To create a failover group, navigate to the blade for the primary SQL MI in the Azure portal, expand Data management in the left menu, select Failover groups, then select Add group on the toolbar.
On the Instance Failover Group dialog, you can specify the details of the failover group, providing a name, selecting a secondary managed instance, and choosing a failover policy. You also have the option of setting the SQL Server License type for the secondary instance to Failover rights, which allows you to designate the secondary as a standby replica and use the same license for both primary and secondary instances, reducing costs.
Once created, the failover group provides disaster recovery capabilities by replicating data from the primary SQL MI to the secondary SQL MI in another region. In the event of a regional outage or disaster affecting the primary region, you can initiate a failover to the secondary SQL MI, which will take over as the new primary instance. This process can be done manually or automatically based on the failover policy you selected during configuration.

The failover group overview provides the status of the replication and any ongoing operations related to the failover group.

The failover group overview also provides a visual representation of the primary and secondary SQL MI instances on a global map, along with their respective regions.
The Edit Configurations button on the toolbar allows you to modify the failover group settings, such as changing the failover policy or updating the SQL Server license.
To simulate a failover, select Failover on the toolbar. On the toolbar, you can choose to perform a planned or forced failover.

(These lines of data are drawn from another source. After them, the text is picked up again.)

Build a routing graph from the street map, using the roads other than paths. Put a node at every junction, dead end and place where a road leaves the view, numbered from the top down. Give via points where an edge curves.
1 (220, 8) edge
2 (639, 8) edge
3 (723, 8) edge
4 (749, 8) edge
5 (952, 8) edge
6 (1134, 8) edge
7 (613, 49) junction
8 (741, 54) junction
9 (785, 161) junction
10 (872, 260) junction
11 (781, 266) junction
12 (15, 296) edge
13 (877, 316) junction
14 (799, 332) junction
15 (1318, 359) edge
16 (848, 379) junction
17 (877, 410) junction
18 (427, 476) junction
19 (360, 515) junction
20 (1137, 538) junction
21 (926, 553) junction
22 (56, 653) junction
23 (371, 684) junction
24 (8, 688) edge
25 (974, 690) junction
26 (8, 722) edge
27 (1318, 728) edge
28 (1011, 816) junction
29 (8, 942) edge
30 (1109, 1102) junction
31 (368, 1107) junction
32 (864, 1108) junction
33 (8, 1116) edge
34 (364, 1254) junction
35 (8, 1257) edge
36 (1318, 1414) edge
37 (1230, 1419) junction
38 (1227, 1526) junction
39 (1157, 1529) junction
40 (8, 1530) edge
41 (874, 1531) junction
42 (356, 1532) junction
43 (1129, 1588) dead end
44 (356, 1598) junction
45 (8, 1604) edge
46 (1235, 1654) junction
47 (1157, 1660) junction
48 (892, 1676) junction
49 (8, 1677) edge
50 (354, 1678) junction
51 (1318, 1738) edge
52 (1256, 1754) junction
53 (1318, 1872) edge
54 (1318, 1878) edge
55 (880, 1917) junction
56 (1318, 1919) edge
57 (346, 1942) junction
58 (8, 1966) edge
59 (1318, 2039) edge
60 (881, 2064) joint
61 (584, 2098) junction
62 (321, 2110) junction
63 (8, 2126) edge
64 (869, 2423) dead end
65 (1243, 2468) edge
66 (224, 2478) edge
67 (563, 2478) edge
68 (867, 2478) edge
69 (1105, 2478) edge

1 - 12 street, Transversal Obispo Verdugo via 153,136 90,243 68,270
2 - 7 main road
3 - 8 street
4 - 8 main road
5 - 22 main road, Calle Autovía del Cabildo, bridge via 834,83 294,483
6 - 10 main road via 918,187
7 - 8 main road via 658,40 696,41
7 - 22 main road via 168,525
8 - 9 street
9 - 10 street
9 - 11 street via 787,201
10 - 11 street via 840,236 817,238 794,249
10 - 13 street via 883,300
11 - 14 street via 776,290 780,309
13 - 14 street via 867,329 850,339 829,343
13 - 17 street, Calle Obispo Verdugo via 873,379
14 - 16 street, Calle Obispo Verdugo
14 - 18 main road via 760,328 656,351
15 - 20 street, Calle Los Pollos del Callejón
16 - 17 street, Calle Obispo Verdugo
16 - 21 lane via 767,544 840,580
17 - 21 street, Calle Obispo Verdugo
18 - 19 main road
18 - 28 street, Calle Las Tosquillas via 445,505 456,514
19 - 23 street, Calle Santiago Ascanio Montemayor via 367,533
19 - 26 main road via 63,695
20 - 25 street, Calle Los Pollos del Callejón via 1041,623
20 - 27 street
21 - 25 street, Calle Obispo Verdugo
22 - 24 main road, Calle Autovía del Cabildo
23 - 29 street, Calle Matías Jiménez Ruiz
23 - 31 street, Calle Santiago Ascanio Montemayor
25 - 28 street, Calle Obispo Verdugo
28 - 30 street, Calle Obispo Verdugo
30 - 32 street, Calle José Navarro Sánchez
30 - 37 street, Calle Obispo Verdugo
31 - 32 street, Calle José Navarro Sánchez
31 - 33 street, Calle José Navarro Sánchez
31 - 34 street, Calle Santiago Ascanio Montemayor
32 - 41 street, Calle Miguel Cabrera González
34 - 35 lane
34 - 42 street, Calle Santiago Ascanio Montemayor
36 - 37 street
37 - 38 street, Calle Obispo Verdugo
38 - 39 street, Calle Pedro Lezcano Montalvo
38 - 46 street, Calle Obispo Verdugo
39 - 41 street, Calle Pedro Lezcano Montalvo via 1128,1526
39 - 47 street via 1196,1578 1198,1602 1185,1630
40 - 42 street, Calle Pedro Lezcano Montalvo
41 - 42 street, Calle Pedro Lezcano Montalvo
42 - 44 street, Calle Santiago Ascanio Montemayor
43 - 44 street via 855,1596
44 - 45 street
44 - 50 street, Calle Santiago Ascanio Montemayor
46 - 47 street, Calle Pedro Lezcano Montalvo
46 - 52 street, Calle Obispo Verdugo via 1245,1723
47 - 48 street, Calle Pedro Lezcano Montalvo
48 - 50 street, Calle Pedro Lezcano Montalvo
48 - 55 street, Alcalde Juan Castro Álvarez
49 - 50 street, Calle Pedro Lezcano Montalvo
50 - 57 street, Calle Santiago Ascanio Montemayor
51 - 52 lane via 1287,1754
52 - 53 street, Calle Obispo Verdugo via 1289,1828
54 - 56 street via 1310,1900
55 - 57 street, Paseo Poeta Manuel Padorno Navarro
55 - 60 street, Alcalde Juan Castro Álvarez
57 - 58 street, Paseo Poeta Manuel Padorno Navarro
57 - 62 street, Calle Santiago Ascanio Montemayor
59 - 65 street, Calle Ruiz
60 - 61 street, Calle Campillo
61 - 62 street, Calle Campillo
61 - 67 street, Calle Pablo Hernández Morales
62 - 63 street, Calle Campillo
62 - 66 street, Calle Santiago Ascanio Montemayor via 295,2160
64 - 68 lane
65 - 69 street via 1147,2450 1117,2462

A planned failover ensures that all transactions are synchronized between the primary and secondary instances before the failover occurs, minimizing data loss.

A forced failover is used in emergency situations where the primary instance is unavailable, and it may result in some data loss.
Once the failover is complete, you can verify that the secondary SQL MI is now the primary instance by checking the failover group status in the Azure portal.
You can also verify on the failover group map that the regions of the primary and secondary instances have been swapped.
With the failover complete, you can navigate to the new primary SQL MI blade in the Azure portal, select Databases under Data management in the left menu, and verify you see the ToyStore database. This confirms that the failover was successful and that the database is available in the secondary region.

Summary

By reviewing these steps, you now understand how SQL Managed Instance provides:

High Availability (HA): Zone redundancy within a region.
Disaster Recovery (DR): Failover groups across regions.

Together, these features ensure Tailspin’s workloads remain resilient, minimize downtime, and meet strict business continuity requirements.